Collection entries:
□ □ □

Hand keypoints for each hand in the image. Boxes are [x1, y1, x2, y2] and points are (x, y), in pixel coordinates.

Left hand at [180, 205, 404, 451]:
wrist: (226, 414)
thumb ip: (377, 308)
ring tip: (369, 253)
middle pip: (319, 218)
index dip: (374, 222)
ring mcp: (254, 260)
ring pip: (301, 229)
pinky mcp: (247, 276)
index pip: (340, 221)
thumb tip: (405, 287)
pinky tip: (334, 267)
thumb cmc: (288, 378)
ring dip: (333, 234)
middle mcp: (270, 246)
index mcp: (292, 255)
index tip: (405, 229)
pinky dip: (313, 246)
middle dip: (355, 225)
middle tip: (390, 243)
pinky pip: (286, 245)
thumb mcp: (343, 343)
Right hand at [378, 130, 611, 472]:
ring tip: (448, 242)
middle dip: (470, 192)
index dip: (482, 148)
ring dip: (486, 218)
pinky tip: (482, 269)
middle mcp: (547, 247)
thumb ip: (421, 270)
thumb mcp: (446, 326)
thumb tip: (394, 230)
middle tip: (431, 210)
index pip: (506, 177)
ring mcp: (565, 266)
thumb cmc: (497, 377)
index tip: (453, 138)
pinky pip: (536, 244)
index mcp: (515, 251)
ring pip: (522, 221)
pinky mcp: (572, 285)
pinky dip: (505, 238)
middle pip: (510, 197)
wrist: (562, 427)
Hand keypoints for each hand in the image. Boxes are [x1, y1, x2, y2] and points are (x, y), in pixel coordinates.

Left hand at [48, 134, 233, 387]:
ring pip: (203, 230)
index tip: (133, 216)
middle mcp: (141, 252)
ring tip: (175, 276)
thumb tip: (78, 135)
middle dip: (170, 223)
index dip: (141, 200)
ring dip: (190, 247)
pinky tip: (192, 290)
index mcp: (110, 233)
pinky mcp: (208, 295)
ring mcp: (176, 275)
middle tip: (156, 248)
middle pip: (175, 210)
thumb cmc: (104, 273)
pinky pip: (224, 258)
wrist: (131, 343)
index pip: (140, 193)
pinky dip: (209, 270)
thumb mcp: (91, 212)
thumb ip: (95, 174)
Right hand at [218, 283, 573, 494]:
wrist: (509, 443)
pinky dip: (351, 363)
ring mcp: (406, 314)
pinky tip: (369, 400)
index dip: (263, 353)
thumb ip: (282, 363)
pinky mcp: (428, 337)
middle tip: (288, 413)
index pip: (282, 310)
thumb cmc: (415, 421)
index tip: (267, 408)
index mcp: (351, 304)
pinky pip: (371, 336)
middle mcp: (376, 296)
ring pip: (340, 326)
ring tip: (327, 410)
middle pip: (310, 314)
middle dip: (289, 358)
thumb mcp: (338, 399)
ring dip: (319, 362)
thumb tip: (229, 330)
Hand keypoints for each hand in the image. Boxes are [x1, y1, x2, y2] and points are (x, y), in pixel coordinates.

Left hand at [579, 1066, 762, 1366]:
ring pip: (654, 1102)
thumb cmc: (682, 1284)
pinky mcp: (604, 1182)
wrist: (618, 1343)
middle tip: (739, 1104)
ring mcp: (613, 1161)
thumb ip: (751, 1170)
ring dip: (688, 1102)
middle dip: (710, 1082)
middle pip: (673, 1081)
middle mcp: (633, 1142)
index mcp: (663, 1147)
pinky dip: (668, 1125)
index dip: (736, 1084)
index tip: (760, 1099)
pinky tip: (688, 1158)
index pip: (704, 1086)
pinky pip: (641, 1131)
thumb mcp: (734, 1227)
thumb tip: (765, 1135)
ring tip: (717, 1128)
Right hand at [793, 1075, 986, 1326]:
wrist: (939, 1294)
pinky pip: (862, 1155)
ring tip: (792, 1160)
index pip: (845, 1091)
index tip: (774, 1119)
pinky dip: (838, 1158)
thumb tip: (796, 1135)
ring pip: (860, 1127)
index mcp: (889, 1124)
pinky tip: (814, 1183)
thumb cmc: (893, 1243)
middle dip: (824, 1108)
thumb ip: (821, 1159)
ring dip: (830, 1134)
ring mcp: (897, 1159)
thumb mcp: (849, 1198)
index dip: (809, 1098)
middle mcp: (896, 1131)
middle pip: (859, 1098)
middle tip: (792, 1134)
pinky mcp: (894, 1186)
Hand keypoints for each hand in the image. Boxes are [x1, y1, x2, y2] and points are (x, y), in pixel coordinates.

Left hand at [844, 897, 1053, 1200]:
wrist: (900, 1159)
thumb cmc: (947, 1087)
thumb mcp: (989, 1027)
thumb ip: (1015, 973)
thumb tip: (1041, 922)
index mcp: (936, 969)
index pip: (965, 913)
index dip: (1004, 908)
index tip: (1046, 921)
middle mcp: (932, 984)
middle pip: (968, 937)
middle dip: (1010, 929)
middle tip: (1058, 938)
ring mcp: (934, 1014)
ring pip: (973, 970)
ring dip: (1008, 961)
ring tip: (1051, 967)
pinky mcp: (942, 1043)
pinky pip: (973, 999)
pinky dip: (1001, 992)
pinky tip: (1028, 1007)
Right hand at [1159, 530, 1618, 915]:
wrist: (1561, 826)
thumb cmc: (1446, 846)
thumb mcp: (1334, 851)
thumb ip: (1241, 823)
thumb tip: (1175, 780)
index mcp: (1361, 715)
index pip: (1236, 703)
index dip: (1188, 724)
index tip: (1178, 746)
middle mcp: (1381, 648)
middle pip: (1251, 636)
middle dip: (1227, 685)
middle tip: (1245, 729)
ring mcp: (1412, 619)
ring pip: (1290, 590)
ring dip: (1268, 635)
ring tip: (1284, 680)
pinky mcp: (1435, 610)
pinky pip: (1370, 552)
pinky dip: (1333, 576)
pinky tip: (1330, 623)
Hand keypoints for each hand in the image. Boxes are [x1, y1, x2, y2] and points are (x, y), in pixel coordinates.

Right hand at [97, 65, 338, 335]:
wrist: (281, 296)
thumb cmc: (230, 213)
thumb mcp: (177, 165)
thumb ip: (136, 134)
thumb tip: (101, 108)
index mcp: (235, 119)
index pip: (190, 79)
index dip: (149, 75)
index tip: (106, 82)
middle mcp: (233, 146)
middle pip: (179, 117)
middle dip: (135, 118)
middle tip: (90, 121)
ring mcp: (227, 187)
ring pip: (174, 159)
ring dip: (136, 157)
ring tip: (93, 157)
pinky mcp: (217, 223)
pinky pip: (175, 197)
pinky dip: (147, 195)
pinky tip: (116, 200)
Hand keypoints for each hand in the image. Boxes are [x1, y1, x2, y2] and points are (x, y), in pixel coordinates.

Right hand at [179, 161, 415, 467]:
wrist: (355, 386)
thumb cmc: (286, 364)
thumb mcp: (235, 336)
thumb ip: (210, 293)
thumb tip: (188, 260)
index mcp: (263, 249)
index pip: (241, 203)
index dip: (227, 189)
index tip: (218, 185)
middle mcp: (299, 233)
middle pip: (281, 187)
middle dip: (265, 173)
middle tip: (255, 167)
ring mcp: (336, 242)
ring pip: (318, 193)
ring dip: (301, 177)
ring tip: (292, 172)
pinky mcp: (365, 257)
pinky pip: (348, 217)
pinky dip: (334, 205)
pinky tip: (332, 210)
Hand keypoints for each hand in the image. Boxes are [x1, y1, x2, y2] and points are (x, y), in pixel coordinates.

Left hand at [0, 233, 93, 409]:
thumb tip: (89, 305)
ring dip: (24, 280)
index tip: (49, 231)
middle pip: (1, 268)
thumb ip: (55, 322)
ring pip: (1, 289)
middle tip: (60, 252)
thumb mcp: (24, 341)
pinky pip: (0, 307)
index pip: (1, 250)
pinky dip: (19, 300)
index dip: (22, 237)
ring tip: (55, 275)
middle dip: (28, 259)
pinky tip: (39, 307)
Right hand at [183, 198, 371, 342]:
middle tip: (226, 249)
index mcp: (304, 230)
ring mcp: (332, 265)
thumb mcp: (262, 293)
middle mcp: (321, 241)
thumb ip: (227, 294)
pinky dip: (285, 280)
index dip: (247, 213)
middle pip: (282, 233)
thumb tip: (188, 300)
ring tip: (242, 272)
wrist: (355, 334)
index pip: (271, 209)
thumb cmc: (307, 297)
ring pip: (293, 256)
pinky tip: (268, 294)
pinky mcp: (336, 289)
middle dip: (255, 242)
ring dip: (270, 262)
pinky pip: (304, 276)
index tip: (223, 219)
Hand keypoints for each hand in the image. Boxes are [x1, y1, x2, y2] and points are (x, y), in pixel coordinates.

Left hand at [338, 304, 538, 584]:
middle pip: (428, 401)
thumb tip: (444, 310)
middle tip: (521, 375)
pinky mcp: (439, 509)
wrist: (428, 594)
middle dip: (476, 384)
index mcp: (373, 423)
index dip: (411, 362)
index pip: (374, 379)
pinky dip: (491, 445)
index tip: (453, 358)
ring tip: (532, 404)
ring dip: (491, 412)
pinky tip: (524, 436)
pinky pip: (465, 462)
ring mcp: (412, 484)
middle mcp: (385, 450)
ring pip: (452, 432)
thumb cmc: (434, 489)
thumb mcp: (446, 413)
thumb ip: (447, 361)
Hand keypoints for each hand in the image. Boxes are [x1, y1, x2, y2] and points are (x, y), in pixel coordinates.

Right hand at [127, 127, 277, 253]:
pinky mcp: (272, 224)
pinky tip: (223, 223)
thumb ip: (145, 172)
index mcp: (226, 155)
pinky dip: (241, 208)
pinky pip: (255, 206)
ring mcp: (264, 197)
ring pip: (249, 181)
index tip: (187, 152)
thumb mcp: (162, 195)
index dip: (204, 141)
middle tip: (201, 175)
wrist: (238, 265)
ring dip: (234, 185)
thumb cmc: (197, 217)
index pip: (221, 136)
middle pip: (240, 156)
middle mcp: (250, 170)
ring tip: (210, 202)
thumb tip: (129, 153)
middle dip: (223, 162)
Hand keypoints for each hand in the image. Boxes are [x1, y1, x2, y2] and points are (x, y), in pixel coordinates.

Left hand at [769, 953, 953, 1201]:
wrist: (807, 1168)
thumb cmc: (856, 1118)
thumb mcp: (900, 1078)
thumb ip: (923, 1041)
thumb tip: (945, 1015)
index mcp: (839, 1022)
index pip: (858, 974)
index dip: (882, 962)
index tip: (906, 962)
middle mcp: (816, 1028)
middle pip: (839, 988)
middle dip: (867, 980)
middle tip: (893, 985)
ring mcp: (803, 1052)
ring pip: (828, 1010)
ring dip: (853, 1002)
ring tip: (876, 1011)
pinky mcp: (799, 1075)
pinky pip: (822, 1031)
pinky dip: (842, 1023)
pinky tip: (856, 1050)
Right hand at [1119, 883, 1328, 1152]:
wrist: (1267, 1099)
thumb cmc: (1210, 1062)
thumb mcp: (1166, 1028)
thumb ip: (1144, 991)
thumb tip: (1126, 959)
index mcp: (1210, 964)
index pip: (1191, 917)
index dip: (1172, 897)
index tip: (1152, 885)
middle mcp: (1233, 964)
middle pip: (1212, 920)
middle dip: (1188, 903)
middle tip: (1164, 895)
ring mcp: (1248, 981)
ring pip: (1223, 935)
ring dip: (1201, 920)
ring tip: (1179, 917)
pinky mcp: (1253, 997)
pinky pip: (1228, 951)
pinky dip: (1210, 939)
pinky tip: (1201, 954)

□ □ □

### Problem statement
Identify each line in the records above containing the word "Left"; copy those lines.

### Task solution
Left hand at [180, 205, 404, 451]:
Left hand at [48, 134, 233, 387]:
Left hand at [579, 1066, 762, 1366]:
Left hand at [844, 897, 1053, 1200]:
Left hand at [0, 233, 93, 409]:
Left hand at [338, 304, 538, 584]:
Left hand at [769, 953, 953, 1201]:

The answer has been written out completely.